With questions about cash for access ringing in our ears, the latest production at Norwich’s Theatre Royal puts a dangerous proposition: there might be honour in politics.
A revival of David Hare’s The Absence of War, the play charts a fictionalised version of Labour’s 1992 general election defeat, though it is thankfully less anoraky than that sounds.
It is rich with humour, if lacking in the bite of more modern takes such as The Thick Of It – a comparison made unavoidable by James Harkness’ portrayal of a head wonk with all the mannerisms of Chris Addison.
As struggling Labour leader George Jones, Reece Dinsdale is warm but with a heavy heart, though the text never really gives him the chance to demonstrate the frustration it insists is bubbling underneath.

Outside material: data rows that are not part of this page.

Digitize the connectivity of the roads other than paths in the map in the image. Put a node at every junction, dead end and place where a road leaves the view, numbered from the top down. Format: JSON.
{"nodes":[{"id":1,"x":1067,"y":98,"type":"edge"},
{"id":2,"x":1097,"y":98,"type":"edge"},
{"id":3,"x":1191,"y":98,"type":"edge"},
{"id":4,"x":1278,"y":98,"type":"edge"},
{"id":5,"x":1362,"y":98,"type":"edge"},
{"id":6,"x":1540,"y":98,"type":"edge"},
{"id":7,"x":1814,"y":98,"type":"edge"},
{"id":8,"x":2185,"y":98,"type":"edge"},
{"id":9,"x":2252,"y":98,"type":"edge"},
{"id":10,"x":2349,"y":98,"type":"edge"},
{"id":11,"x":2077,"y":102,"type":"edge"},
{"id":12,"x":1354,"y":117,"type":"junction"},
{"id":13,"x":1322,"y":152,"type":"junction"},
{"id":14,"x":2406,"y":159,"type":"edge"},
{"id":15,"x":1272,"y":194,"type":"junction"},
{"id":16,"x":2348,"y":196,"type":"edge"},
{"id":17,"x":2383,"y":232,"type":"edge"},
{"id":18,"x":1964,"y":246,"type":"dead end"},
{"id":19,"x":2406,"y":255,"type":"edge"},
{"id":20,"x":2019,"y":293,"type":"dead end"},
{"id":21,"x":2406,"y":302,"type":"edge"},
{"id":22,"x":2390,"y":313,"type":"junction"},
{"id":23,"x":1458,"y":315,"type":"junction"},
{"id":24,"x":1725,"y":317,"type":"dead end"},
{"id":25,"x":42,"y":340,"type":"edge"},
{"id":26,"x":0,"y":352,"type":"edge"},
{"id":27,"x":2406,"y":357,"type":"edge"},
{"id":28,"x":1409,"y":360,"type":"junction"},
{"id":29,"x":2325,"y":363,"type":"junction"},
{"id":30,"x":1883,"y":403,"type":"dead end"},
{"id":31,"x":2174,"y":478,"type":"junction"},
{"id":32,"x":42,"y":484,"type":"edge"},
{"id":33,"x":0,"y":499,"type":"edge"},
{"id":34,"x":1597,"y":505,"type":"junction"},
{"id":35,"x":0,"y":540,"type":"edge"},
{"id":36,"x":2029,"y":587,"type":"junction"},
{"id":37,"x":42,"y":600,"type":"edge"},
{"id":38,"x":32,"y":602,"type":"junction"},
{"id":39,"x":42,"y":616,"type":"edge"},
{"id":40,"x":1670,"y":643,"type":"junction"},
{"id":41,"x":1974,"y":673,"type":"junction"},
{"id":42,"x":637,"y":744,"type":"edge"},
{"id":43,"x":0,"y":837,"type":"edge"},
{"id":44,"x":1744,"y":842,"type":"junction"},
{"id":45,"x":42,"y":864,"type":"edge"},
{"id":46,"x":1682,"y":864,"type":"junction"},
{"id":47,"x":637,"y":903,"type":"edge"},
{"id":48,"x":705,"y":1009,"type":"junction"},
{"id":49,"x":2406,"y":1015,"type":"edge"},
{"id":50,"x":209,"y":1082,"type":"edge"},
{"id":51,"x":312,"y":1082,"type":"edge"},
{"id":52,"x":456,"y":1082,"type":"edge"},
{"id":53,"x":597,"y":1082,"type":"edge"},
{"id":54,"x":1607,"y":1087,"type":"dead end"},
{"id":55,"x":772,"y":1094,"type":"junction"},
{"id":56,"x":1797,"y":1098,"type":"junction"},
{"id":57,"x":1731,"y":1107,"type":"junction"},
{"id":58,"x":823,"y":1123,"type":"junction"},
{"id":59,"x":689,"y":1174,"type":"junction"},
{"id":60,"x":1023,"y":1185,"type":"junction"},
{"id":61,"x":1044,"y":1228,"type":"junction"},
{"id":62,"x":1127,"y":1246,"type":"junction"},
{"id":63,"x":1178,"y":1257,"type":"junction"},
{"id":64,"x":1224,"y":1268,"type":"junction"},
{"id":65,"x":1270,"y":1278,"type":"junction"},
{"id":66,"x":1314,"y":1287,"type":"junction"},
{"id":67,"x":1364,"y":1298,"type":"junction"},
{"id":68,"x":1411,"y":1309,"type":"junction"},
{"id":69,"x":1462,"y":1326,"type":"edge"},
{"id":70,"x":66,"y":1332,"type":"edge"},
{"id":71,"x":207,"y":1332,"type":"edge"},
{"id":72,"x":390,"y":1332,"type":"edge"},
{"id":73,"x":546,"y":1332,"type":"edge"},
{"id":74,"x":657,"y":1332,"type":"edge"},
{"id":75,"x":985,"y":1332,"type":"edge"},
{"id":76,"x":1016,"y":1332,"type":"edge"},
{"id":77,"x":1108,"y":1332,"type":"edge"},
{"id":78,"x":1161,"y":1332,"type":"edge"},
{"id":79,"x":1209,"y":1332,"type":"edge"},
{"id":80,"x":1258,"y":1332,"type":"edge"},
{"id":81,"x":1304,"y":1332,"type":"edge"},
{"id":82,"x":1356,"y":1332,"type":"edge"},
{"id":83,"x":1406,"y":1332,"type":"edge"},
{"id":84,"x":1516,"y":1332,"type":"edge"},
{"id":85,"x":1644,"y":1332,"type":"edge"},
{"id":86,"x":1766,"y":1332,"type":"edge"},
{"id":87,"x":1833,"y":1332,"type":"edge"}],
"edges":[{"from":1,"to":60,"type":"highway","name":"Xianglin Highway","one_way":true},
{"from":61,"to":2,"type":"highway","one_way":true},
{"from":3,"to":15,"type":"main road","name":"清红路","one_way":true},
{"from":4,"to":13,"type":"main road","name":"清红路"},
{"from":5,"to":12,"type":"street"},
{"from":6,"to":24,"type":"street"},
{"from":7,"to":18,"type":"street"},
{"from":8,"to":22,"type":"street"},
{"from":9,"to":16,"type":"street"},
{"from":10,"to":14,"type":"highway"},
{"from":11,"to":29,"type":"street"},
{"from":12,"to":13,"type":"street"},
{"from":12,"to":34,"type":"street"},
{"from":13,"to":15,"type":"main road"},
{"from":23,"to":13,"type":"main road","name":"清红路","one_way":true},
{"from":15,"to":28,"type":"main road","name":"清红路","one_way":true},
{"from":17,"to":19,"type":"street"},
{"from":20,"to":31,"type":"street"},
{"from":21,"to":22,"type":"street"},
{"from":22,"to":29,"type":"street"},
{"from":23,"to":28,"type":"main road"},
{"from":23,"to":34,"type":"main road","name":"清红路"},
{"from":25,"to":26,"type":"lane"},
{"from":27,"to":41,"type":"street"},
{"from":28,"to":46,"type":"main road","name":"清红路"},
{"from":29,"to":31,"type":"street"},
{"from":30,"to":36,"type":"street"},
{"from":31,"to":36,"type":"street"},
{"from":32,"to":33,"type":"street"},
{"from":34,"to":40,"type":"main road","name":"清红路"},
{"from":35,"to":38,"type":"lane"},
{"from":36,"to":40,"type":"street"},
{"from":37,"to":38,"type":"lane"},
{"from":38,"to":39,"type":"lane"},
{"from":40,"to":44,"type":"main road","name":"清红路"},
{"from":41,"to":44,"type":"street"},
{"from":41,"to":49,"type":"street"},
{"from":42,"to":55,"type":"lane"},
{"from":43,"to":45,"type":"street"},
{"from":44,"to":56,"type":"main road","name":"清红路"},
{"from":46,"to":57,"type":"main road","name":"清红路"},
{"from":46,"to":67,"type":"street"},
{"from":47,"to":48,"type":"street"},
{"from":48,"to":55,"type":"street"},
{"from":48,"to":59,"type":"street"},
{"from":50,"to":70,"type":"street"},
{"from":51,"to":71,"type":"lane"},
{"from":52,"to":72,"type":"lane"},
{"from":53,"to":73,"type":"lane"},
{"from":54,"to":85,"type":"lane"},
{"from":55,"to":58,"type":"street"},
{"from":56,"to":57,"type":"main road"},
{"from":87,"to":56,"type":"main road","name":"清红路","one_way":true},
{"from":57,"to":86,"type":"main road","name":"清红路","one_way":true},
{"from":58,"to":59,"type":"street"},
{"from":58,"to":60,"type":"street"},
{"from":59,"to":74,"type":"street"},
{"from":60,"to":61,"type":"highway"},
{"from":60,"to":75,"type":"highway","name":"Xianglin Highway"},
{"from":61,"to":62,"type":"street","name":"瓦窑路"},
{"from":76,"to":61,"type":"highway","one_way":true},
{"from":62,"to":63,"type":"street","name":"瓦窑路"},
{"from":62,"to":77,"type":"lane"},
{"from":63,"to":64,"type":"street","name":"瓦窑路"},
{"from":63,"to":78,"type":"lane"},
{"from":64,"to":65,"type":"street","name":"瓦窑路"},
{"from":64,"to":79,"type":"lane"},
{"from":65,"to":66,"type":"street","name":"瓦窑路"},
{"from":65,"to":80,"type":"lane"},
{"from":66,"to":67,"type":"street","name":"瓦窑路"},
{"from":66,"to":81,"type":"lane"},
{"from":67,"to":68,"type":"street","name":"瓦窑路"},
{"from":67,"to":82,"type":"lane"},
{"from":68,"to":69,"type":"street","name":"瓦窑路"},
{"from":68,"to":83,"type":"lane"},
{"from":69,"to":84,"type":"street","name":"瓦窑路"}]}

Cyril Nri is superb as political adviser Oliver Dix, a role Hare disputes was based on former Norwich MP Charles Clarke.
Don Gallagher lends easy caricature to his roles as the incumbent Tory PM and a smarmy TV interviewer, and Helen Ryan gives a bittersweet cameo as a party veteran.
The text proselytises a little too earnestly in places; we are told of Jones’ greatness and never convinced, meaning the same is true of the play’s conceit that his defeat is a tragedy.
But it still poses timely and intriguing questions with an election looming.